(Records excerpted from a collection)
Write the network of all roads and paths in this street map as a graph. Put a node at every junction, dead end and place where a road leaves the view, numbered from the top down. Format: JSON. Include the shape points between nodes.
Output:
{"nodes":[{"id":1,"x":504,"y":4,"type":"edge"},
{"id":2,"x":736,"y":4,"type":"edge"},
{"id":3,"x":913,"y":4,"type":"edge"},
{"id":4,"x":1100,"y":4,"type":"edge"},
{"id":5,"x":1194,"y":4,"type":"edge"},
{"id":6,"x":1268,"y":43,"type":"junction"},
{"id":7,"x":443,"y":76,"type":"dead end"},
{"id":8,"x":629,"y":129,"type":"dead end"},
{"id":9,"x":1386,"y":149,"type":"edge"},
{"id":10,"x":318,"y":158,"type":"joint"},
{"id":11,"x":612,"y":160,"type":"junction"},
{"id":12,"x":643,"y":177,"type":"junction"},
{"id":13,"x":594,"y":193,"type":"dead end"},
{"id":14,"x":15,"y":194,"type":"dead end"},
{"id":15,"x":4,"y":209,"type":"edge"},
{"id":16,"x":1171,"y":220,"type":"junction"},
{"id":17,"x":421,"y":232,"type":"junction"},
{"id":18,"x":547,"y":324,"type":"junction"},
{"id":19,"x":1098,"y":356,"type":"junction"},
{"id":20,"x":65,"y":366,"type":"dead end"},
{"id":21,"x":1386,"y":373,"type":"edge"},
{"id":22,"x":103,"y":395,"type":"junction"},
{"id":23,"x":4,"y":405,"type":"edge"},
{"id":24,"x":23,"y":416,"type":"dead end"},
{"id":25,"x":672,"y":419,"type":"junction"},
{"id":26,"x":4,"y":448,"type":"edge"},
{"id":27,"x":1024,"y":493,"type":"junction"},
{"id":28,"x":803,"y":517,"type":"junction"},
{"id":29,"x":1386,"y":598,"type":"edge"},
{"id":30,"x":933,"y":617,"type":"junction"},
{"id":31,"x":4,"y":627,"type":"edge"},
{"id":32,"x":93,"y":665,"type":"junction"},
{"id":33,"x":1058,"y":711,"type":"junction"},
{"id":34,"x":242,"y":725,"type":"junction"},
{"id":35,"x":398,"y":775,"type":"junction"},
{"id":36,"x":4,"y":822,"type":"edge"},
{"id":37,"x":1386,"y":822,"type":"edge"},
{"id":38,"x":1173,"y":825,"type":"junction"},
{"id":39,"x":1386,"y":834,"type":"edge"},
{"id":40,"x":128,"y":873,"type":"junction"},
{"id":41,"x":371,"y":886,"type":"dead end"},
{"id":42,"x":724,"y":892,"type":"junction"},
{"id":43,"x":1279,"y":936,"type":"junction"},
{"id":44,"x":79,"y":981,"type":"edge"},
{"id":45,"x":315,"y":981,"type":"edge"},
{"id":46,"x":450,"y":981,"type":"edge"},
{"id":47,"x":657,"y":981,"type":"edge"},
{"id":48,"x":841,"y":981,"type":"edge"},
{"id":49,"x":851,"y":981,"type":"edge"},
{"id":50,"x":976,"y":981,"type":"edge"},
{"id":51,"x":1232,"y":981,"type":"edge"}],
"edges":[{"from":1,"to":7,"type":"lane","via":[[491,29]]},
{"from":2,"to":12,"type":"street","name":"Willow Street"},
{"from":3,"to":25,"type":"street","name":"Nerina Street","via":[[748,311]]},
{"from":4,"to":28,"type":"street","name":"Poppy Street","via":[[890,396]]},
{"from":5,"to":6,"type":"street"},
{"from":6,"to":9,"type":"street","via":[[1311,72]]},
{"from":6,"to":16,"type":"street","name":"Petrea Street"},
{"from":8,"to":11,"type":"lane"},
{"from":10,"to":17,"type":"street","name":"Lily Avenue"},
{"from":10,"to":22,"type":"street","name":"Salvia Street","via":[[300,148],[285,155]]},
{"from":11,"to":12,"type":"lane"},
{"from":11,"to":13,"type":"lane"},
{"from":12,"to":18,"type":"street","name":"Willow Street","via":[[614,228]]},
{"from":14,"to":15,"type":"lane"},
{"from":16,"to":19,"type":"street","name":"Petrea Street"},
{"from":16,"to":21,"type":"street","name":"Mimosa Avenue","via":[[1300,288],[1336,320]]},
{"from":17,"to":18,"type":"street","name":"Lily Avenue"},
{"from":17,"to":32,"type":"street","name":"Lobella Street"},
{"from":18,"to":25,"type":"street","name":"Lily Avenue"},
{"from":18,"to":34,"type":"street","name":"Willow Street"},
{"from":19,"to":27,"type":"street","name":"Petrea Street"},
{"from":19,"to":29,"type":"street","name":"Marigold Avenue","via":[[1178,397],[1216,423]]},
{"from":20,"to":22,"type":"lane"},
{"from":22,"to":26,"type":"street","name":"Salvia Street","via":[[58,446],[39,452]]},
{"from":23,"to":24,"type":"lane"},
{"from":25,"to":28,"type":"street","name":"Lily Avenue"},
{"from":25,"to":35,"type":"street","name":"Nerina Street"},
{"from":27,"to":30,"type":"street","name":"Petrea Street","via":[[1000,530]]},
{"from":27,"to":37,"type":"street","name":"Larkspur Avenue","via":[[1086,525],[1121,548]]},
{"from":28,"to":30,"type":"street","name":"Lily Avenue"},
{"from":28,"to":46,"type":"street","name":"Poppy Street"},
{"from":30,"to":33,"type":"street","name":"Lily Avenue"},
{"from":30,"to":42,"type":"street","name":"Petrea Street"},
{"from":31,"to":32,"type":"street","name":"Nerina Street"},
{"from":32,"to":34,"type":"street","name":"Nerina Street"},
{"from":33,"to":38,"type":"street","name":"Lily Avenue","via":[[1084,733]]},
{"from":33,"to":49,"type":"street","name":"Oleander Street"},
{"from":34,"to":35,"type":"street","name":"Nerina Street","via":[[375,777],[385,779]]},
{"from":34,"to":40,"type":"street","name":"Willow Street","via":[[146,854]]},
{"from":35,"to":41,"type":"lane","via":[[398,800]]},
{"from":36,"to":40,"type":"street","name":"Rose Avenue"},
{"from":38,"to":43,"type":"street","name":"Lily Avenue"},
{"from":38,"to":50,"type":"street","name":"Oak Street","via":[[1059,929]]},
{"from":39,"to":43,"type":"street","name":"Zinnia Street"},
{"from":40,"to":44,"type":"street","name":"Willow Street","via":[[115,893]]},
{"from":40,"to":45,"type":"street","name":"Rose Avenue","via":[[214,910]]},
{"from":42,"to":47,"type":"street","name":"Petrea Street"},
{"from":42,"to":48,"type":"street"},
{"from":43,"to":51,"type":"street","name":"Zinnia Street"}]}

*What you have to do*
Take each line above that contains "Poppy" and copy it out.

*Written response*
{"from":4,"to":28,"type":"street","name":"Poppy Street","via":[[890,396]]},
{"from":28,"to":46,"type":"street","name":"Poppy Street"},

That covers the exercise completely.